- [Task brief] Which of the lines below hold the word "wherever"? Pull each of them out.

Saved entries:
● ● ●
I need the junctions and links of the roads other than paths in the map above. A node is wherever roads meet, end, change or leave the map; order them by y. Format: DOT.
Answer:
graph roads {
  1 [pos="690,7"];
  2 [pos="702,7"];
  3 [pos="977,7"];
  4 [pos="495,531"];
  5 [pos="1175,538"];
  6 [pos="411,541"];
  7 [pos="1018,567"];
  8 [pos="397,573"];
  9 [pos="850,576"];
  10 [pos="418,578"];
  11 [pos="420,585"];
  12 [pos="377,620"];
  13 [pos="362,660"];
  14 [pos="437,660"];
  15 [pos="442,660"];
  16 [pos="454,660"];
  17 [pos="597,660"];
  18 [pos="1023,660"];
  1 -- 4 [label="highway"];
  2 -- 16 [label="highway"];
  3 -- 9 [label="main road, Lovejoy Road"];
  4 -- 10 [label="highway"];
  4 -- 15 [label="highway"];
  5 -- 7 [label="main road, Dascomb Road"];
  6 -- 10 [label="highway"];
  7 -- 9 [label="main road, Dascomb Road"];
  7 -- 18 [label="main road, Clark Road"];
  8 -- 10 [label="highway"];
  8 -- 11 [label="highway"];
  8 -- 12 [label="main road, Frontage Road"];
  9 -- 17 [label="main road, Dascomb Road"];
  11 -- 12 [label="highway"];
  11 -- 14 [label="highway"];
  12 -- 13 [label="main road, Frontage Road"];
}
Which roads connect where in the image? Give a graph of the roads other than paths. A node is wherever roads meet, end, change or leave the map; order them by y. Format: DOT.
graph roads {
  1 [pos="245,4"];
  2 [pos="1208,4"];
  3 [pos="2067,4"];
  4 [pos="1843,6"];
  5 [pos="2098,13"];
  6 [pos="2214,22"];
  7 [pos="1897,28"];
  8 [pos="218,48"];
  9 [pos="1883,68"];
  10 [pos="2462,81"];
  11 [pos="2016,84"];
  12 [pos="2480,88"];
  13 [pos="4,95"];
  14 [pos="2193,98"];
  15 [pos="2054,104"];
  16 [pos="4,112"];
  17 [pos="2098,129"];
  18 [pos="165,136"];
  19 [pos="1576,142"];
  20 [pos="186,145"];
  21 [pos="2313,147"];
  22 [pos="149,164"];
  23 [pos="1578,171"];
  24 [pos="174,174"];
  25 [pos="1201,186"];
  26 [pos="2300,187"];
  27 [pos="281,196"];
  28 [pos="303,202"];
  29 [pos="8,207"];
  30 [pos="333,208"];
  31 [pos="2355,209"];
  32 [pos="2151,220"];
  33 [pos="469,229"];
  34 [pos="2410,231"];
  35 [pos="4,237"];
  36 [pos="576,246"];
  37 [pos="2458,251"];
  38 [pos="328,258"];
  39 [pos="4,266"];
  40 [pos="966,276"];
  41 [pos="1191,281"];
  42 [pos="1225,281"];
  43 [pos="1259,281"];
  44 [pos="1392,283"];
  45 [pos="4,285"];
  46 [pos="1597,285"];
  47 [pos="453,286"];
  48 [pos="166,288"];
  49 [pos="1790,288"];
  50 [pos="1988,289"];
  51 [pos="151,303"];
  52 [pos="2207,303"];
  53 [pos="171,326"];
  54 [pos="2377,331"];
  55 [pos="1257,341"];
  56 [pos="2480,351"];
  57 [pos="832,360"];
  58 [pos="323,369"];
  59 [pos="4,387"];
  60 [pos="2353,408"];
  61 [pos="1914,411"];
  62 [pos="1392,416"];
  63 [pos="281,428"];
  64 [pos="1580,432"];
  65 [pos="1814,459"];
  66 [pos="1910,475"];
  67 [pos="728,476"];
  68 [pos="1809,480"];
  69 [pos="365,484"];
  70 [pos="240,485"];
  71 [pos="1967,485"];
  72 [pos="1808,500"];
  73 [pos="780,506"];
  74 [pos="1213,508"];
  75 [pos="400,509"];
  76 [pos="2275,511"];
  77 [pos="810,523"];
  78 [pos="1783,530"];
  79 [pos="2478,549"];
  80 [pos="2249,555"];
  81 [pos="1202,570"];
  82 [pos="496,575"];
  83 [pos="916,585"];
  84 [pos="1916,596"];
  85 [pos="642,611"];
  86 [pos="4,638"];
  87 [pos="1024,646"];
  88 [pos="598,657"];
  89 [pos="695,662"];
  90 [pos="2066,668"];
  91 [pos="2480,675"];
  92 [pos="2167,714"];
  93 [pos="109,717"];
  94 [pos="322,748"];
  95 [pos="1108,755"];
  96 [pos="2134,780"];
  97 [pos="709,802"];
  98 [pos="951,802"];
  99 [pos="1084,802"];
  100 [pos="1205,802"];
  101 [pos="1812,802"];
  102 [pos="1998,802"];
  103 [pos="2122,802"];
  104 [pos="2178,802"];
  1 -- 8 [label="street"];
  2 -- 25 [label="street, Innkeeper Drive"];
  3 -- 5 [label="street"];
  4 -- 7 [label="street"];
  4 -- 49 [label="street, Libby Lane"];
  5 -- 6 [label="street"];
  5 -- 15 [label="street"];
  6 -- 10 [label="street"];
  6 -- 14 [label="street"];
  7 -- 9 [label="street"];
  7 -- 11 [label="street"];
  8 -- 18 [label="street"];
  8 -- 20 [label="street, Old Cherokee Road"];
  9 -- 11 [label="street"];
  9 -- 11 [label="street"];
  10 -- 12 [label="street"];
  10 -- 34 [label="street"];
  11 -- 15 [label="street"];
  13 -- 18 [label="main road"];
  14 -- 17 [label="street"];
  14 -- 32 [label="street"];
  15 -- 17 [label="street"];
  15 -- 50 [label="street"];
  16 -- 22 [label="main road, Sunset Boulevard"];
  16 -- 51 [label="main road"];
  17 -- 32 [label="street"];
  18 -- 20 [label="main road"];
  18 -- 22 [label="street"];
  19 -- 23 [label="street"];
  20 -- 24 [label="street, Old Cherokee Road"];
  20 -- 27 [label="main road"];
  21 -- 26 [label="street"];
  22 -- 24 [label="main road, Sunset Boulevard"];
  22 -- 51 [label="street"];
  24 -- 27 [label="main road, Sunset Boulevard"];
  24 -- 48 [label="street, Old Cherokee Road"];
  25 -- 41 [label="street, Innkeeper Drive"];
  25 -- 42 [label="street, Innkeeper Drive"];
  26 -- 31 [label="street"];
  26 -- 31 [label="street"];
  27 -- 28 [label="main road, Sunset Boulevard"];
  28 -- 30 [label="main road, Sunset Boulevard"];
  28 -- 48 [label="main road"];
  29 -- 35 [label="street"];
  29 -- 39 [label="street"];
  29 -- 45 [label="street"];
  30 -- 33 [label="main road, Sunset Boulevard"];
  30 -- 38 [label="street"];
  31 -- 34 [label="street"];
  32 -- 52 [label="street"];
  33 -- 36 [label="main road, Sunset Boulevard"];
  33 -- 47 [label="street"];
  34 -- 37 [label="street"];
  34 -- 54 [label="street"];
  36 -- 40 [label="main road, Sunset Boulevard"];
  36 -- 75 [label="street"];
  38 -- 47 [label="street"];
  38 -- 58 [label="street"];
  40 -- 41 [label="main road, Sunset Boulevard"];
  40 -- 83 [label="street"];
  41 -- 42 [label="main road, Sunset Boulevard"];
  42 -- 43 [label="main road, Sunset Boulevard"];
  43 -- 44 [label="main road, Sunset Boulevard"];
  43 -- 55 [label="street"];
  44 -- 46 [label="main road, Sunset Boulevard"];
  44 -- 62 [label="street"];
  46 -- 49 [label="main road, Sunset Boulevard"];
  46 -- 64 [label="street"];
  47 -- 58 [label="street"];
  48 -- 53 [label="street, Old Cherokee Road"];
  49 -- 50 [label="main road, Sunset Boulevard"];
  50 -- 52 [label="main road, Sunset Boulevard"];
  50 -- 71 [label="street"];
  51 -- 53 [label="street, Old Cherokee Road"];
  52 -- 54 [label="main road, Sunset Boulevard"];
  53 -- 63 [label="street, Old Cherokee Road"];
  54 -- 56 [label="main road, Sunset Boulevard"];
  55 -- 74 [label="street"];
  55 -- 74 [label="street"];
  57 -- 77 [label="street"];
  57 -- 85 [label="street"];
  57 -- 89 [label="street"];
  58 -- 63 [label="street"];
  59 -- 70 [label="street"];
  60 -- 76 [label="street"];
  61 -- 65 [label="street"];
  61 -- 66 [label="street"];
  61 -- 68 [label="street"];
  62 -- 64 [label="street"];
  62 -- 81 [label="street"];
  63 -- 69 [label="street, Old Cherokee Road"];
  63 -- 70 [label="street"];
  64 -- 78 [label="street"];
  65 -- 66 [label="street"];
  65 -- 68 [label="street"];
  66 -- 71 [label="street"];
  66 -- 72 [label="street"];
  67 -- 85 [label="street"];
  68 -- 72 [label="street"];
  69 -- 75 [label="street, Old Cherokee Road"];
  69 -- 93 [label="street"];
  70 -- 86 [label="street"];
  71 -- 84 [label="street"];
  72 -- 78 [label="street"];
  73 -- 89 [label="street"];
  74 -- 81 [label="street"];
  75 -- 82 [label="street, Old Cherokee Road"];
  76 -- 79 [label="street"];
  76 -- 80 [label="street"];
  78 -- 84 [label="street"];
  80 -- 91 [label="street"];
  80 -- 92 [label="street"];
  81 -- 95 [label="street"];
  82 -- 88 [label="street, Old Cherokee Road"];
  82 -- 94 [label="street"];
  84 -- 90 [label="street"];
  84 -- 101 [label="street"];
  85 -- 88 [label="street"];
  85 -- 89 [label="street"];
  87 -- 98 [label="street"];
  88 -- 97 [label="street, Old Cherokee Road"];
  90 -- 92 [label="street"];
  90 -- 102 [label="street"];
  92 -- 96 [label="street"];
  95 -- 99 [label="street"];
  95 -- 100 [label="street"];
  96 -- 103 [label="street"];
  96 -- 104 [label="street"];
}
● ● ●
- [Result for this exercise]
I need the junctions and links of the roads other than paths in the map above. A node is wherever roads meet, end, change or leave the map; order them by y. Format: DOT.
Which roads connect where in the image? Give a graph of the roads other than paths. A node is wherever roads meet, end, change or leave the map; order them by y. Format: DOT.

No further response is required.